Ketentuan yang ada memang telah mengatur kewajiban perusahaan asuransi untuk menyampaikan informasi akurat mengenai produknya kepada calon nasabah. Namun perbedaan persepsi yang terjadi menunjukkan masih perlu ditingkatkannya keterbukaan informasi oleh pihak asuransi dan sekaligus kemampuan nasabah dalam memahaminya. Oleh karenanya ada berbagai upaya yang kiranya dapat dipertimbangkan sebagai masukan bagi para pemangku kepentingan industri ini.

Pertama, meningkatkan transparansi. Perusahaan asuransi harus mampu memperkaya materi informasi yang disampaikan para petugas pemasaran mereka kepada nasabah atau calon nasabah pada saat penawaran dilakukan. Bukan hanya penjelasan mengenai pentingnya membeli produk asuransi, tetapi juga bagaimana cara nasabah untuk dapat menilai profil risiko yang dimilikinya. Apabila nasabah mampu mengenali dan menganalisis risikonya, akan lebih mudah baginya untuk memahami produk yang ditawarkan.

Kedua, memastikan kualitas penyampaian informasi. Perusahaan asuransi dapat melakukannya dengan melaksanakan konfirmasi lanjutan kepada nasabah atau calon nasabah untuk menguji pemahaman mereka atas produk yang telah dibeli atau setelah polis ditandatangani. Konfirmasi lanjutan seharusnya bukan hanya untuk tujuan formalitas atau sekadar bertanya apakah benar nasabah telah membeli dan telah memperoleh penjelasan. Konfirmasi ini harus ditujukan untuk menggali seberapa jauh efektivitas dan kualitas pemberian informasi pada saat penjualan.

Dalam hal ternyata diketahui bahwa nasabah tidak mengerti, maka pihak asuransi harus bersedia memberikan penjelasan ulang yang memadai. Proses ini akan membuat pihak asuransi dapat memastikan pemahaman nasabah yang sebenarnya, selain mengandalkan dokumentasi formal berupa adanya persetujuan tertulis nasabah atas polis yang dibeli.

Ketiga, peningkatan literasi melalui edukasi berkelanjutan.

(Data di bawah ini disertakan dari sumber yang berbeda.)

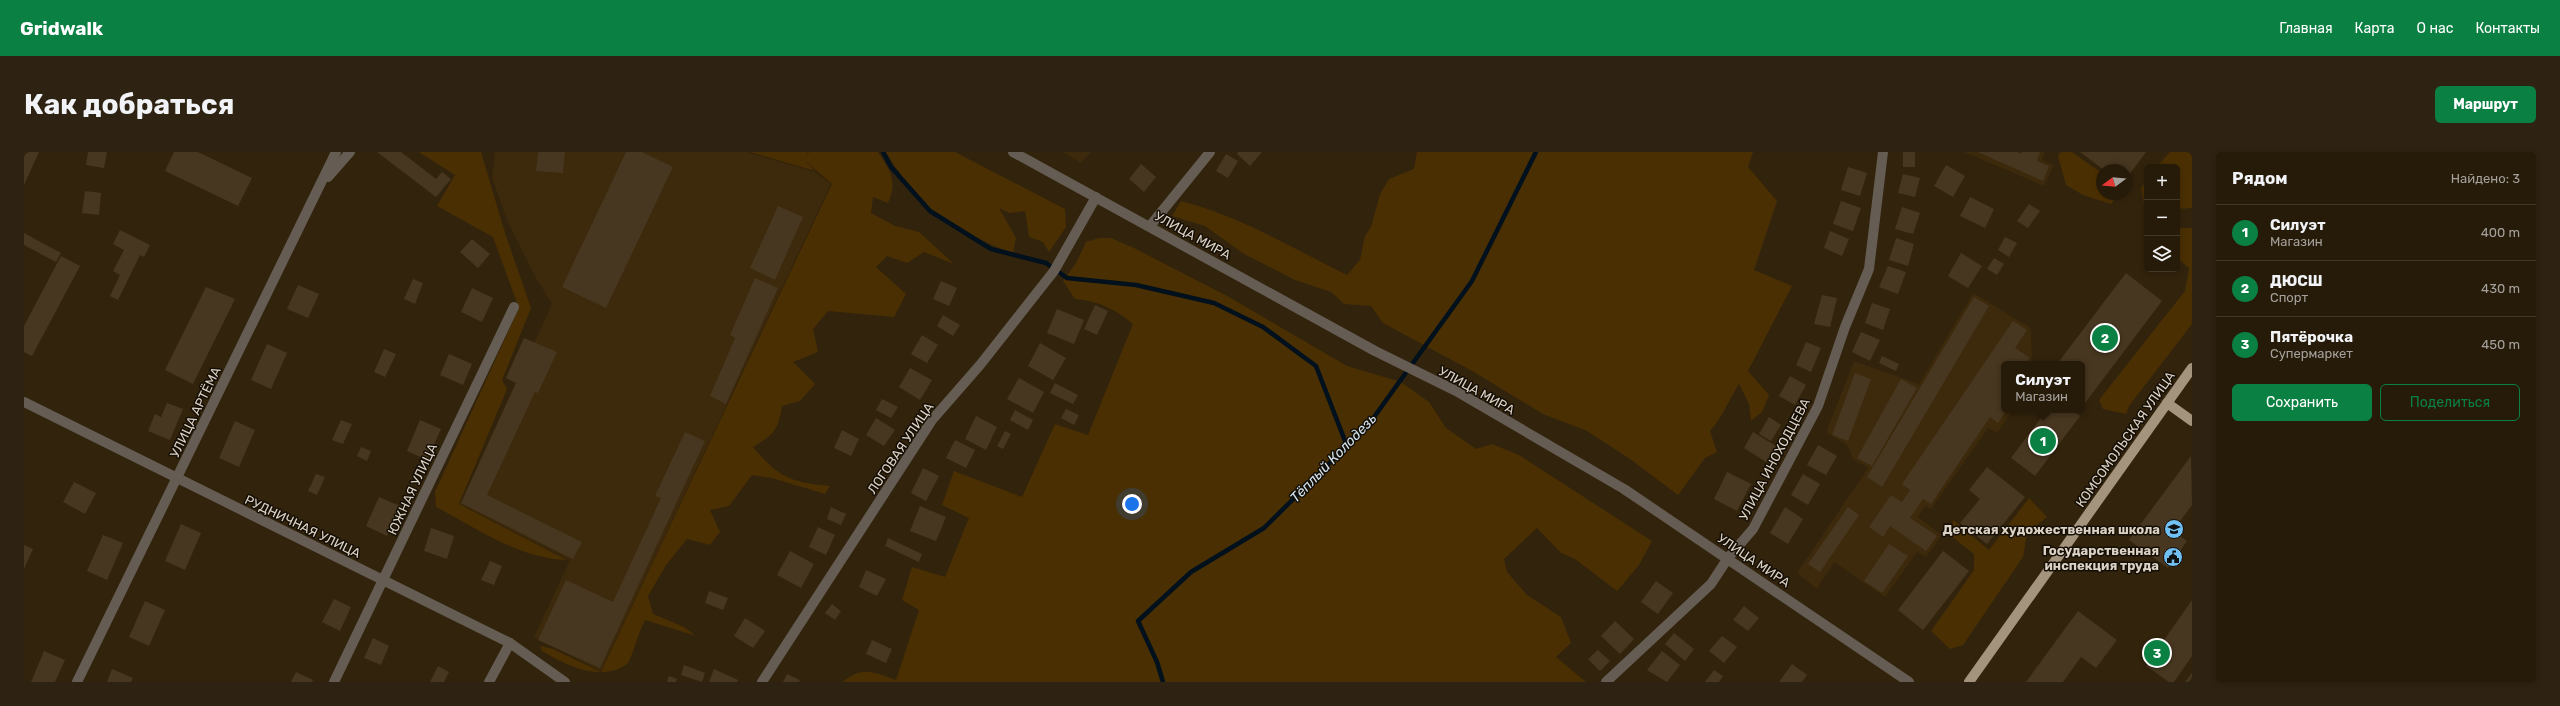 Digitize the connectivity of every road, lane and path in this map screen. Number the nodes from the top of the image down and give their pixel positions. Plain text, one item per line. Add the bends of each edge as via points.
1 (336, 152) edge
2 (350, 152) edge
3 (1013, 152) edge
4 (1210, 152) edge
5 (1883, 152) edge
6 (322, 184) junction
7 (1096, 197) junction
8 (1150, 226) junction
9 (514, 307) dead end
10 (2192, 368) edge
11 (24, 402) edge
12 (2167, 403) junction
13 (2192, 421) edge
14 (177, 478) junction
15 (1728, 558) junction
16 (383, 580) junction
17 (510, 643) junction
18 (77, 682) edge
19 (334, 682) edge
20 (489, 682) edge
21 (565, 682) edge
22 (762, 682) edge
23 (1606, 682) edge
24 (1909, 682) edge
25 (1969, 682) edge

1 - 6 street, УЛИЦА АРТЁМА
2 - 6 street
3 - 7 street, УЛИЦА МИРА
4 - 8 street
5 - 15 street, УЛИЦА ИНОХОДЦЕВА via 1869,269 1844,327 1818,406 1753,529
6 - 14 street, УЛИЦА АРТЁМА
7 - 8 street, УЛИЦА МИРА
7 - 22 street, ЛОГОВАЯ УЛИЦА via 1054,271 980,365 932,420
8 - 15 street, УЛИЦА МИРА via 1375,351 1456,392 1624,489
9 - 16 street, ЮЖНАЯ УЛИЦА
10 - 12 main road, КОМСОМОЛЬСКАЯ УЛИЦА
11 - 14 street, РУДНИЧНАЯ УЛИЦА
12 - 13 main road
12 - 25 main road, КОМСОМОЛЬСКАЯ УЛИЦА
14 - 16 street, РУДНИЧНАЯ УЛИЦА
14 - 18 street, УЛИЦА АРТЁМА
15 - 23 street, УЛИЦА ИНОХОДЦЕВА via 1711,584
15 - 24 street, УЛИЦА МИРА
16 - 17 street, РУДНИЧНАЯ УЛИЦА
16 - 19 street, ЮЖНАЯ УЛИЦА
17 - 20 street
17 - 21 street, РУДНИЧНАЯ УЛИЦА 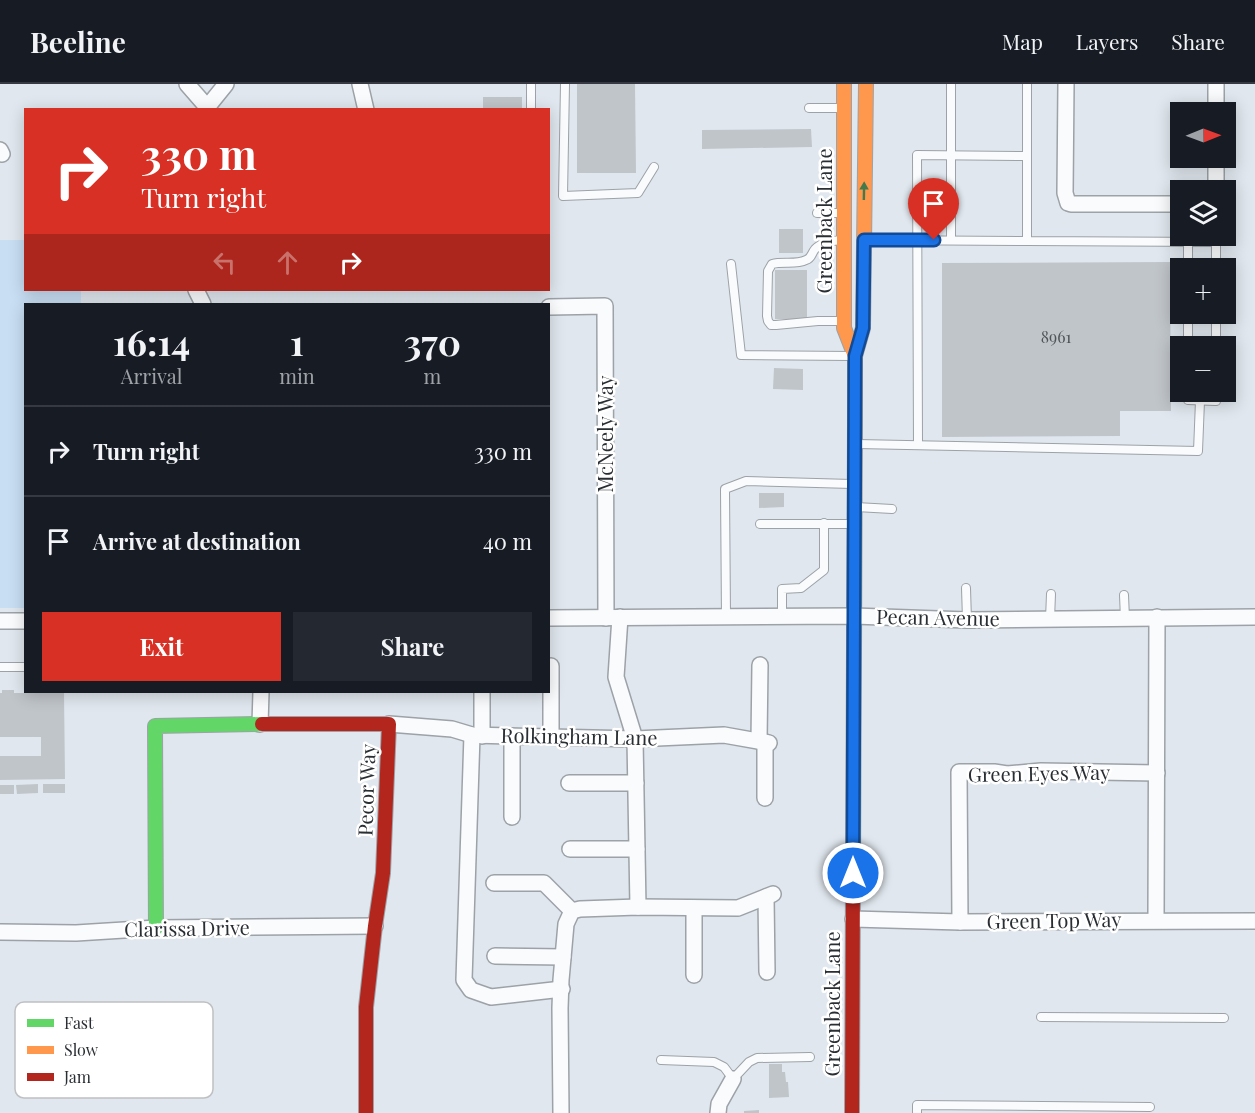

Mengingat umumnya perjanjian asuransi memiliki jangka waktu yang panjang, perusahaan asuransi dari waktu ke waktu seharusnya mampu menyegarkan kembali pemahaman nasabah atas produk yang dimilikinya. Hal ini akan membantu untuk memastikan bahwa nasabah masih tetap memiliki pemahaman yang benar dan persepsi yang sama pada saat mengajukan klaimnya.

Pandemi adalah tantangan sekaligus peluang bagi industri asuransi. Masyarakat semakin peduli akan kesehatannya dan menyadari adanya kebutuhan untuk mengalihkan risikonya pada pihak lain. Apabila kendala yang terjadi berhasil diatasi maka kepercayaan masyarakat dapat terjaga dan pertumbuhan yang sehat di industri keuangan secara keseluruhan dapat dipertahankan.

*)Yosea Iskandar, Praktisi Hukum Sektor Jasa Keuangan.

Artikel kolom ini adalah tulisan pribadi Penulis, isinya tidak mewakili pandangan Redaksi Hukumonline.